Union bancaire ? Ja ! dit Merkel mais Nein à la solidarité des dépôts !

Venu réclamer plus de “solidarité financière” en zone euro à l’Allemagne, le président Emmanuel Macron a assuré ce jeudi 19 avril à Berlin que “le travail ne manque pas, la volonté d’avancer non plus“. La chancelière Angela Merkel, s’est montrée prête à trouver des compromis, mais elle n’a pas caché ses désaccords sur certains points cruciaux. Les deux dirigeants ont dit qu’ils voulaient avancer d’ici la fin juin notamment sur l’Union bancaire, la zone euro et les politiques migratoires.

Emmanuel Macron souhaite la finalisation dès que possible de l’Union bancaire, un projet de gestion commune des faillites des banques, afin de tirer les enseignements de la crise de la dette en zone euro. Mais la chancelière allemande a répété que son pays était contre l’un des piliers de ce projet, la création d’un fonds européen de garantie bancaire des dépôts des particuliers.

“Je suis très optimiste sur le parachèvement de l’Union bancaire, l’union des capitaux ne devrait pas poser de problème non plus, et du côté allemand – dans un avenir peut-être pas immédiat – nous sommes également disposés à travailler à un système de garantie des dépôts. Mais nous voulons que la responsabilité et les risques soient bien tenus ensemble”, a-t-elle déclaré.

L’épargnant allemand garant de la dette grecque ? Nein !

L’un des experts du dossier au sein de son parti, la CDU, Eckhardt Rehberg, a prévenu cette semaine qu'”il ne faut pas que l’épargnant allemand se retrouve garant des banques grecques et italiennes“. L’Allemagne demande que la situation des banques les plus fragilisées par un stock de créances douteuses soient assainies au préalable avant d’envisager toute garantie européenne commune sur les dépôts.

“Le plus important n’est pas tant de réagir sur tel ou tel instrument à ce stade mais d’être sûr que nous partageons les mêmes finalités et d’avoir un objectif politique”, a fait valoir Emmanuel Macron.

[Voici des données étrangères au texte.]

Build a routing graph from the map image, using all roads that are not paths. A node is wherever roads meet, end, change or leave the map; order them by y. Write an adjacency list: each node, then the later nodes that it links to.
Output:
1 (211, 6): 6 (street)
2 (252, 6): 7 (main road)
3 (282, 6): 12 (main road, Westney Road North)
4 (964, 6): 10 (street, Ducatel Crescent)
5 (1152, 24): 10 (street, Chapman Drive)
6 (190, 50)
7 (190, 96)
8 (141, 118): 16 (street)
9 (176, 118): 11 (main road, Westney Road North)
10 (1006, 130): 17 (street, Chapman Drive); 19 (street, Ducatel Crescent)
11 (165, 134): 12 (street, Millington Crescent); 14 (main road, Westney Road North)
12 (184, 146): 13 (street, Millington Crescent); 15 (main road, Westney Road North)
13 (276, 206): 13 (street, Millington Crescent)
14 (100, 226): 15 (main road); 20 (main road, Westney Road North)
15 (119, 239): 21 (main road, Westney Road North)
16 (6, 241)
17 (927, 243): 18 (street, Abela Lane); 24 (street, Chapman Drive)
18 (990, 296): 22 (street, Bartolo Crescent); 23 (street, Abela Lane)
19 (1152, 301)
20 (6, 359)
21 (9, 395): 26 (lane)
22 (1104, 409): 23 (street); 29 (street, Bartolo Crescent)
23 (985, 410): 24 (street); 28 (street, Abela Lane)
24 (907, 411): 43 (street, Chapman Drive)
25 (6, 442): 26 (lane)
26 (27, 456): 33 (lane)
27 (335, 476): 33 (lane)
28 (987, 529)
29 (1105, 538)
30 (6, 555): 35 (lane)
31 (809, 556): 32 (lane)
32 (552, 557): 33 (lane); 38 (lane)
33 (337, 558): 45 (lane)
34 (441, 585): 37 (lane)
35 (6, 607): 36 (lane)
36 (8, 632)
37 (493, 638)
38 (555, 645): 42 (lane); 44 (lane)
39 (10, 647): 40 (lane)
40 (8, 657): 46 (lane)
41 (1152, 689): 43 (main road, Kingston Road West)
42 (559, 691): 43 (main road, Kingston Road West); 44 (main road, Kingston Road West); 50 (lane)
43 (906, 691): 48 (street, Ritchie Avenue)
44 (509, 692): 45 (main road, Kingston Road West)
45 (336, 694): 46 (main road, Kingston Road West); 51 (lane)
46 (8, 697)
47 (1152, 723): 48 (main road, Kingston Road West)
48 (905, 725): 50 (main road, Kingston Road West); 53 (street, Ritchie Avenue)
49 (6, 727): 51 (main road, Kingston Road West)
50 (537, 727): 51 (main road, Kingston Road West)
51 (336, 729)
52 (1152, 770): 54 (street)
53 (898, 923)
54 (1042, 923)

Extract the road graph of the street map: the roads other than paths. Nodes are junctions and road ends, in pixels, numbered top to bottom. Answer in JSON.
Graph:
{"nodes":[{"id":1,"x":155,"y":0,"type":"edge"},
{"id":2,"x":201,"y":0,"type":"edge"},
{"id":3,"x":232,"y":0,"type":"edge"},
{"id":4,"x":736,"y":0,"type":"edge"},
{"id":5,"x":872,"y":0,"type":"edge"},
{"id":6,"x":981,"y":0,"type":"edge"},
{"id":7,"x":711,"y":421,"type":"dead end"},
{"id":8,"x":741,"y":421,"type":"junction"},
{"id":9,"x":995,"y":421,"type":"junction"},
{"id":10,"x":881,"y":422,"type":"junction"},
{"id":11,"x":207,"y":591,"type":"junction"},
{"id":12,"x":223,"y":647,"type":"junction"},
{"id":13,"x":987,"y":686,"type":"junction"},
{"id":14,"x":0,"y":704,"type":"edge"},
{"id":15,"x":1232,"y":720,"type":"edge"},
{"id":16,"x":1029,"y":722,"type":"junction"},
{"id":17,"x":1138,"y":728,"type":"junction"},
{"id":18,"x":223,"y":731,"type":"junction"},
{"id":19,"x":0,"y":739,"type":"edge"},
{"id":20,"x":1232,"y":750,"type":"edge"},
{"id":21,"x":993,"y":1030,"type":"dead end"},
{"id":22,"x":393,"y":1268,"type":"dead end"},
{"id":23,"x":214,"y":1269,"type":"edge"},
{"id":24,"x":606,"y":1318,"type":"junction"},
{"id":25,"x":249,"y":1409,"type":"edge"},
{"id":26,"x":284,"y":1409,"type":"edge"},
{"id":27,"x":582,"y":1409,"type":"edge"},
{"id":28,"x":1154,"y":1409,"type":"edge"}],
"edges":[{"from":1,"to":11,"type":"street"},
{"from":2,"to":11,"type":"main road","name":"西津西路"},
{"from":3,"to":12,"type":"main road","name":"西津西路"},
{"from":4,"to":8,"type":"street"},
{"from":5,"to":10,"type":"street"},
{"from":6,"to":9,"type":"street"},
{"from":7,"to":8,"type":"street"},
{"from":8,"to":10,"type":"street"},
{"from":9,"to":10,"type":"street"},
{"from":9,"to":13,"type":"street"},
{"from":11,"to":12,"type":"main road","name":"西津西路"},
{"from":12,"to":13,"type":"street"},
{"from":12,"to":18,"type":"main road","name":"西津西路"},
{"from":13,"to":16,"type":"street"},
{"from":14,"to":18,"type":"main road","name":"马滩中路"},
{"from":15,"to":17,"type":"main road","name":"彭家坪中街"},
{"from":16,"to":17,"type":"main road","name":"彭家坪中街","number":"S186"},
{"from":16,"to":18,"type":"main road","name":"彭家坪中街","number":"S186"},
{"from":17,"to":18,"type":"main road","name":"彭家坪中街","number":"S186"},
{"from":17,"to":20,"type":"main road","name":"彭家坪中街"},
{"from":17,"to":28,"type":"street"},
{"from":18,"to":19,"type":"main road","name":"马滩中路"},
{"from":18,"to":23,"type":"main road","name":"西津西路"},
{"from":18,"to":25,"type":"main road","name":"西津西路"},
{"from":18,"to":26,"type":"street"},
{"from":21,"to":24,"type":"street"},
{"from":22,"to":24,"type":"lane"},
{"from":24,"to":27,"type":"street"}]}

En France, le Fonds de garantie des dépôts et de résolution, créé en 1999, est chargé de l’indemnisation des déposants en cas de faillite bancaire. Les comptes courants et d’épargne sont couverts jusqu’à 100.000 euros par client et par établissement, mais pas l’assurance-vie ou les espèces et objets au coffre.

Le projet de la Commission européenne prévoit une première phase où des prêts pourraient être faits à un fonds de garantie national si une banque est en crise, puis une seconde, dite de “co-assurance”, à partir de 2020, où le système européen unique comblerait les pertes d’un fonds de garantie national incapable de rembourser tous les déposants. L’accès à ce fonds commun serait conditionné au passage d’un test de qualité des actifs des banques.